Centro Cultural São Paulo - São Paulo/SP, 13 de março de 2016

O dia 13 de março ficou marcado por diversas manifestações políticas pelo país. Outra, em menor escala e com menos ar de ‘micareta’ ficou por conta da eterna luta do Rock autoral brasileiro se reestabelecer. Sim, reestabelecer é a palavra, pois embora hoje as bandas possam produzir e lançar seus trabalhos de forma similar as estrangeiras, ainda são motivo de descaso por boa parte dos ditos headbangers.

E nesse domingão de temperatura agradável e com aspecto nostálgico, o Centro Cultural São Paulo recebeu as bandas Ajna e Constantine. Sim, nostálgico por reunir num mesmo evento bandas com propostas musicais diferentes, como nos primórdios da cena pesada nacional.

Dentro do horário determinado, às 18h, as meninas da Constantine iniciaram seu set. As belas e talentosas Cintia (vocal), Mariana (guitarra), Emily (guitarra), Monalisa (baixo) e Lari (bateria) praticam um Pop/Rock bem elaborado com riffs pesados (dentro do estilo) e ganchudos e com bastante coesão.
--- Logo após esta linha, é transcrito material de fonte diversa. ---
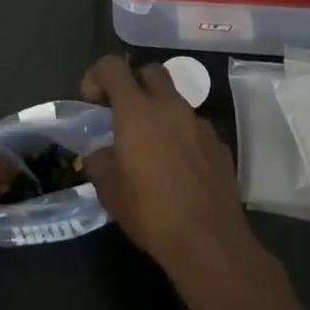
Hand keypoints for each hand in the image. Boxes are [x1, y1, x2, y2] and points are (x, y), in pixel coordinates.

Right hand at [81, 56, 267, 297]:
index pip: (112, 67)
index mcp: (137, 111)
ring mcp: (199, 124)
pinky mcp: (219, 145)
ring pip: (174, 100)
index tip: (91, 100)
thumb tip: (105, 152)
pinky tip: (176, 167)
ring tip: (149, 146)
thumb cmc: (150, 212)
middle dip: (132, 83)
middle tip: (121, 112)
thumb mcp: (109, 189)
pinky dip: (179, 134)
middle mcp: (170, 107)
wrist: (210, 242)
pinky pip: (193, 126)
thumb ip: (101, 160)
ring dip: (158, 111)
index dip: (97, 75)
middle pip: (150, 72)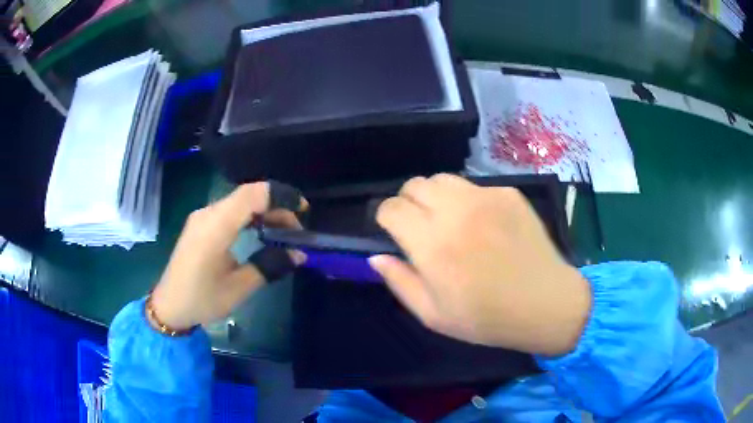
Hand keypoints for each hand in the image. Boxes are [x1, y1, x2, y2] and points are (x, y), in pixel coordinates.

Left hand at [149, 182, 306, 331]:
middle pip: (247, 195)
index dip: (281, 196)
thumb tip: (299, 254)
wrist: (169, 306)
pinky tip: (259, 231)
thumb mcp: (239, 288)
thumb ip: (269, 266)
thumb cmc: (202, 300)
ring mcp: (202, 217)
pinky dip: (249, 215)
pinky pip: (229, 210)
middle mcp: (207, 214)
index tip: (303, 210)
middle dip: (276, 206)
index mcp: (216, 227)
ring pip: (239, 201)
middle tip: (296, 230)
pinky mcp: (200, 224)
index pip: (252, 195)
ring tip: (282, 231)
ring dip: (263, 210)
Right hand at [370, 174, 590, 355]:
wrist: (545, 303)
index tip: (392, 231)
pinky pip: (475, 187)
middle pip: (414, 185)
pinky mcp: (508, 193)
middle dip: (408, 203)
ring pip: (442, 179)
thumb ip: (400, 282)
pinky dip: (467, 200)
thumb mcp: (433, 315)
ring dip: (435, 196)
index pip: (391, 208)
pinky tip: (482, 223)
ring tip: (448, 220)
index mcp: (432, 244)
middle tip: (420, 227)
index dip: (385, 217)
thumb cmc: (487, 318)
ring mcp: (486, 198)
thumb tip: (376, 257)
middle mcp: (456, 212)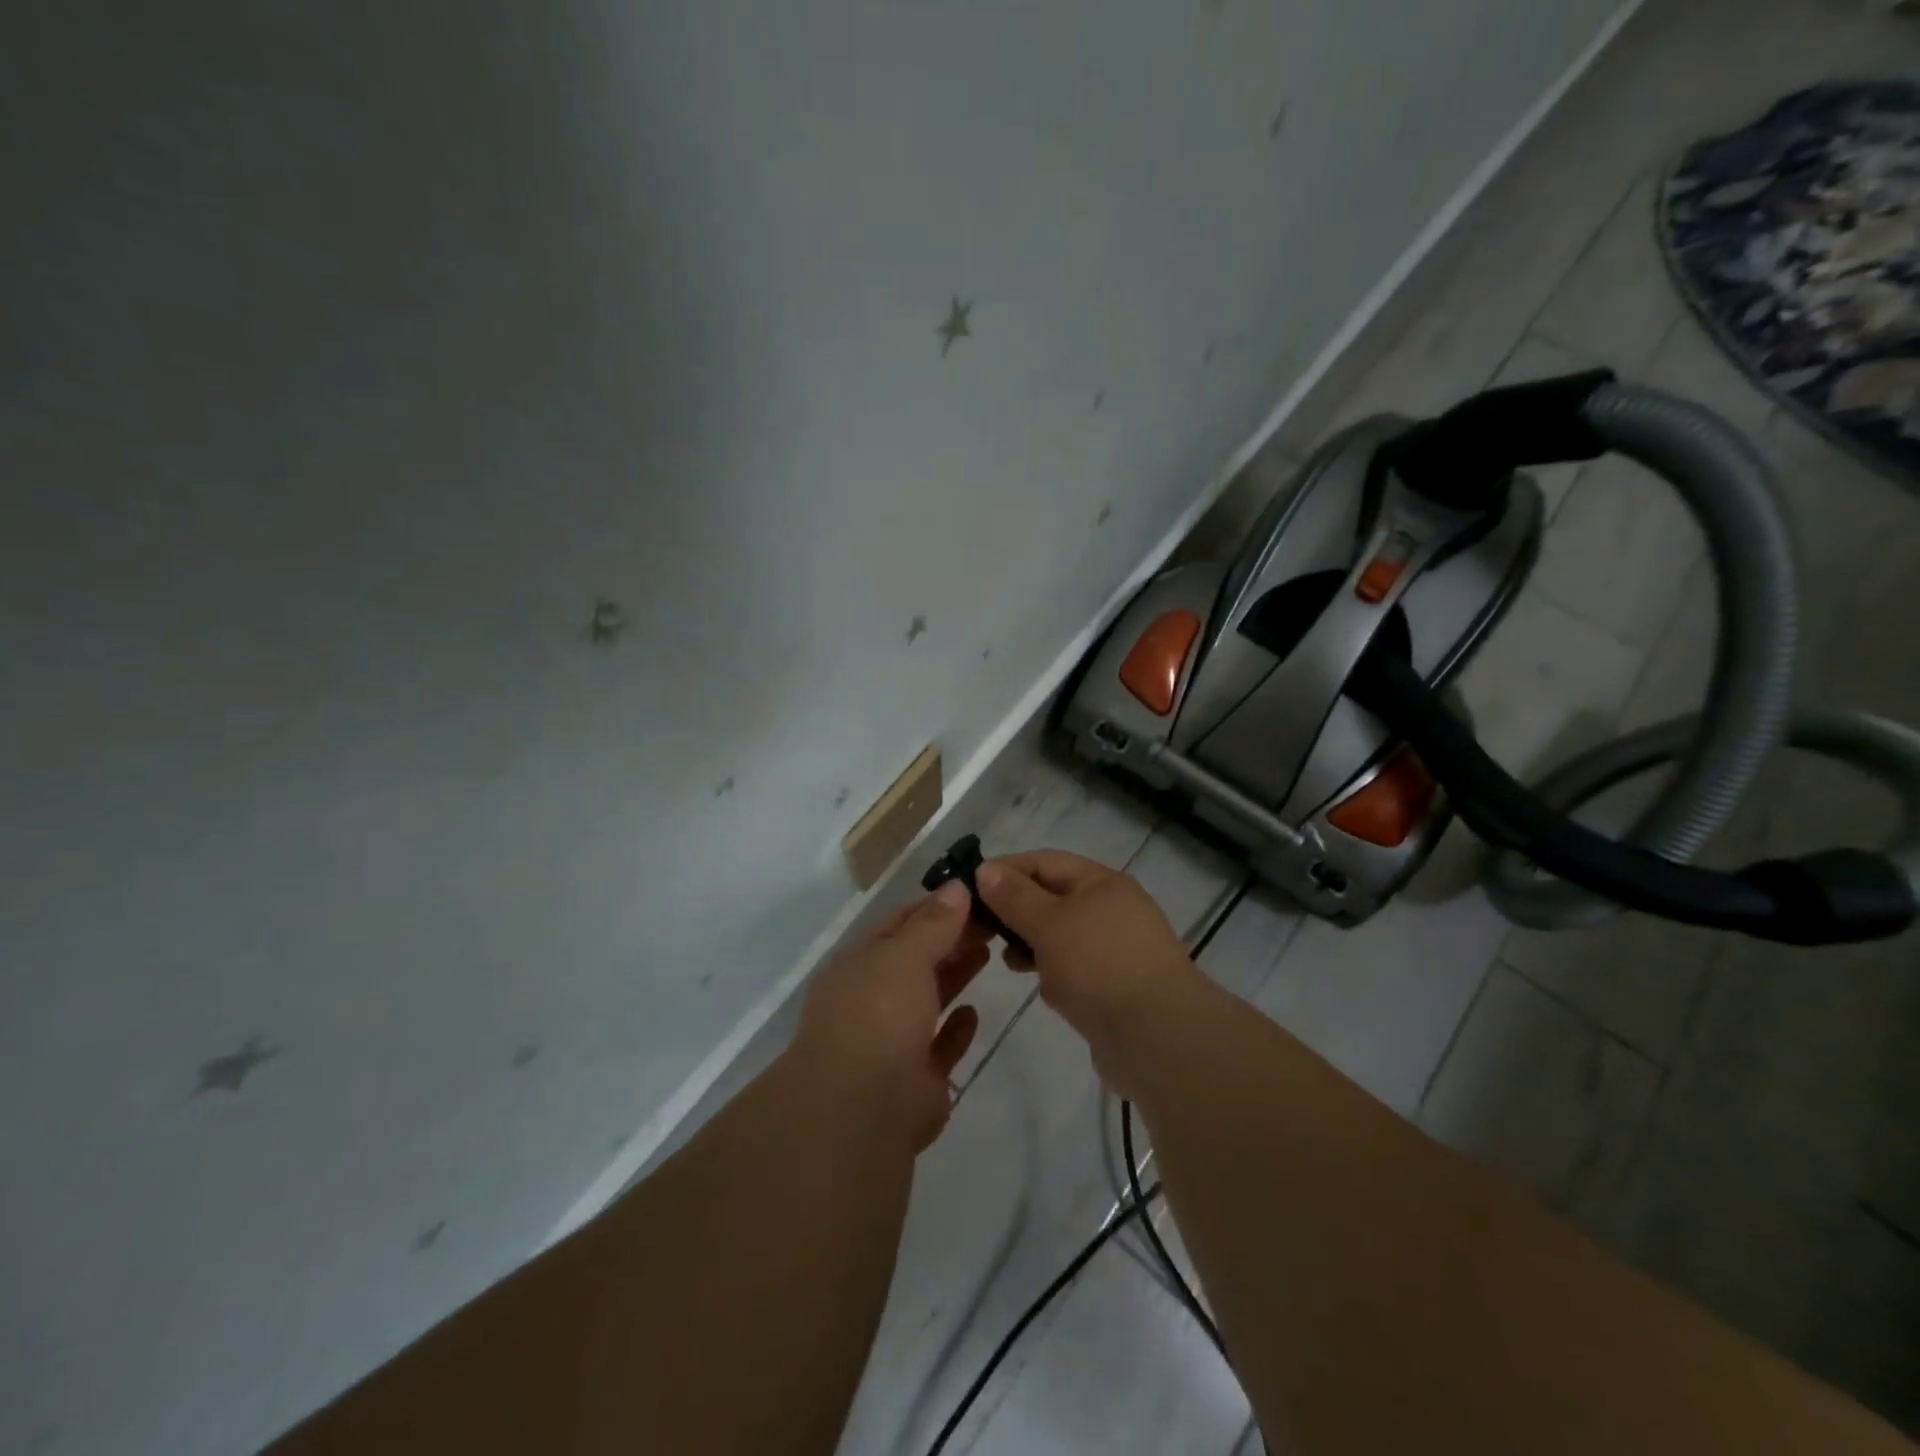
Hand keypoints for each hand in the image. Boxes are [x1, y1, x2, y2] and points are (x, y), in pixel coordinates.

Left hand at [793, 880, 990, 1150]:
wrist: (862, 1110)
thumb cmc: (878, 1014)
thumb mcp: (904, 954)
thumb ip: (933, 923)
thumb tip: (956, 887)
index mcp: (857, 966)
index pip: (897, 925)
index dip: (933, 907)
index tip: (972, 892)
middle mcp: (870, 1001)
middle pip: (914, 961)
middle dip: (949, 939)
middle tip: (992, 920)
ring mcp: (890, 1043)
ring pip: (927, 1000)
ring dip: (954, 976)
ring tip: (989, 951)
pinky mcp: (915, 1082)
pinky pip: (938, 1047)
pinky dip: (955, 1029)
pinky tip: (974, 1012)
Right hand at [976, 850, 1203, 1086]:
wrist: (1159, 1037)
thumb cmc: (1099, 966)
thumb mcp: (1048, 924)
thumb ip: (1014, 897)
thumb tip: (986, 869)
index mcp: (1101, 883)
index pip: (1044, 862)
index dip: (1006, 870)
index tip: (968, 888)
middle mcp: (1112, 909)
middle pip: (1052, 898)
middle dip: (1016, 911)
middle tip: (980, 928)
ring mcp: (1117, 949)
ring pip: (1062, 936)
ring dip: (1033, 944)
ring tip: (1007, 960)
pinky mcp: (1116, 986)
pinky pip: (1075, 968)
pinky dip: (1055, 972)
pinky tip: (1042, 988)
O típico caso de banda que está na mesma vibração, sem vaidades e egos e o resultado pudemos ver e ouvir nas canções “Nas Suas Costas”, “Olhares e Desejos” e “Imune a Você”.  O espetáculo contou com a participação da vocalista Yasmin Ribeiro (Black Ferry), na com cara de hit, “Como é Bom Saber”.
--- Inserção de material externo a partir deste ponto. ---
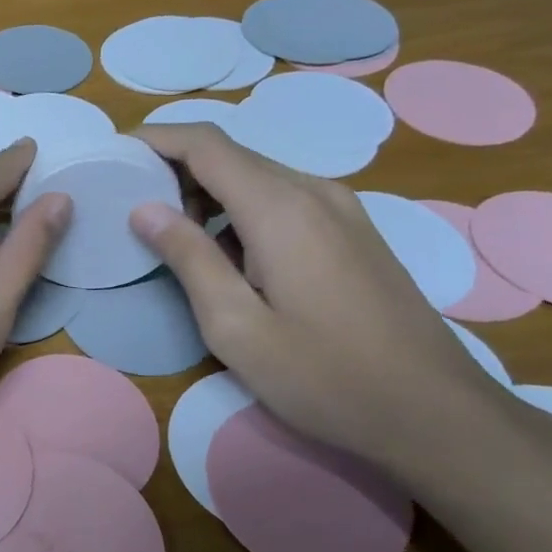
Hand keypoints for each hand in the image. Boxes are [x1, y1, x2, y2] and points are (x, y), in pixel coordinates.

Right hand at [128, 123, 505, 469]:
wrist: (436, 414)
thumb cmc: (324, 376)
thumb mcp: (235, 326)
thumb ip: (188, 258)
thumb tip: (144, 209)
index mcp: (280, 207)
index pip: (205, 143)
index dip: (155, 138)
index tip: (115, 153)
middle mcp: (314, 191)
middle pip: (231, 155)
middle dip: (176, 169)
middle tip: (134, 207)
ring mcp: (342, 210)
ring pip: (258, 177)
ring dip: (209, 193)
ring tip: (175, 236)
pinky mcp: (355, 232)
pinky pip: (284, 199)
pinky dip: (241, 210)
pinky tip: (230, 255)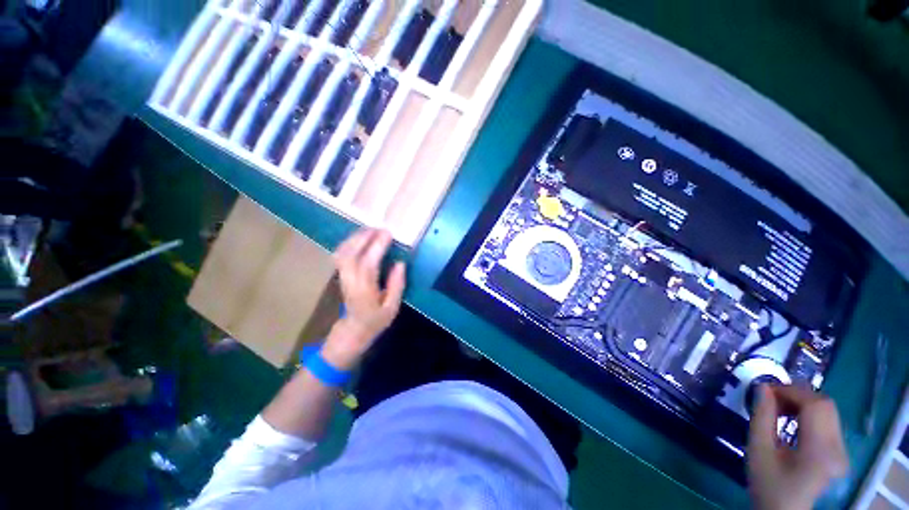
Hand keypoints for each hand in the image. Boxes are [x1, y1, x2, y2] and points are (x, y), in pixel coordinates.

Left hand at [321, 229, 405, 369]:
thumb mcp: (392, 307)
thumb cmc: (376, 319)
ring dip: (356, 237)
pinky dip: (349, 242)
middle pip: (352, 253)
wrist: (354, 329)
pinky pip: (340, 253)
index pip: (368, 263)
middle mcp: (351, 281)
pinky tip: (359, 237)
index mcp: (365, 290)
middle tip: (380, 227)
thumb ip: (397, 285)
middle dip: (365, 237)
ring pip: (343, 252)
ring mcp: (343, 276)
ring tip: (371, 229)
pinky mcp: (341, 274)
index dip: (377, 246)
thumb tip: (400, 263)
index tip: (388, 234)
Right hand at [747, 384, 848, 509]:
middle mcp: (838, 447)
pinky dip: (809, 413)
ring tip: (779, 408)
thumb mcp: (758, 451)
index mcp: (820, 450)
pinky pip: (828, 421)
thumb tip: (763, 387)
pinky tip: (792, 419)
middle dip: (797, 394)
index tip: (766, 389)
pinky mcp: (840, 452)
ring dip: (802, 402)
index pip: (815, 405)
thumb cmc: (768, 484)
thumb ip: (761, 417)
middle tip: (771, 396)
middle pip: (825, 405)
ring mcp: (842, 450)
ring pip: (828, 411)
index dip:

“Constante Evolução”, faixa de seu mais recente trabalho deu ponto final a participação do grupo que deixou a galera satisfeita. Vale lembrar que essa foi a primeiro show que o grupo focou apenas em seu material autoral.

Pouco tempo depois, às 18h50, Tibet (vocal), David Fulci (guitarra), Ivan Valle (baixo) e Ivo Rocha (bateria) mostraram sua mistura de Heavy, Thrash e algo psicodélico, tudo aliado a uma pegada mais moderna, o que combinou com as músicas de “Mirror”, debut do Ajna lançado 1998, como nas grooveadas “Mind Revolution”, a pesada “Suicide Day” e os riffs cortantes da faixa que nomeia o álbum.

A apresentação contou com algumas participações especiais. A primeira convidada foi a guitarrista Aya Maki (Harppia), que tocou “Fatal Bright”. Em seguida, unem-se a Aya, seus companheiros de Harppia, Nando Simões (baixo) e Tibério (bateria), que mandaram um dos maiores clássicos do grupo: “Na Calada da Noite”.

Mas havia tempo pra mais. A psicodélica e pesada “Hermanos”, música composta por Tibet e Nelson Brito (Golpe de Estado), “Never Surrender” e “Homeless”, que encerrou o evento, fez a alegria dos presentes.

O único pecado do dia ficou por conta do pouco público (sempre as mesmas pessoas comparecendo nos eventos). Apesar de ter sido um dia voltado às manifestações e ocorrer eventos simultâneos, como Picture e Tygers Of Pan Tang no Carioca Club, não existe uma desculpa para que os eventos fiquem vazios. Algo precisa ser feito para conscientizar as pessoas que são elas que fazem a cena. Que ela não é composta apenas por bandas e imprensa. Vamos correr atrás para que isso não se transforme em algo cada vez mais restrito aos aparelhos de DVD ou ensaios em estúdio.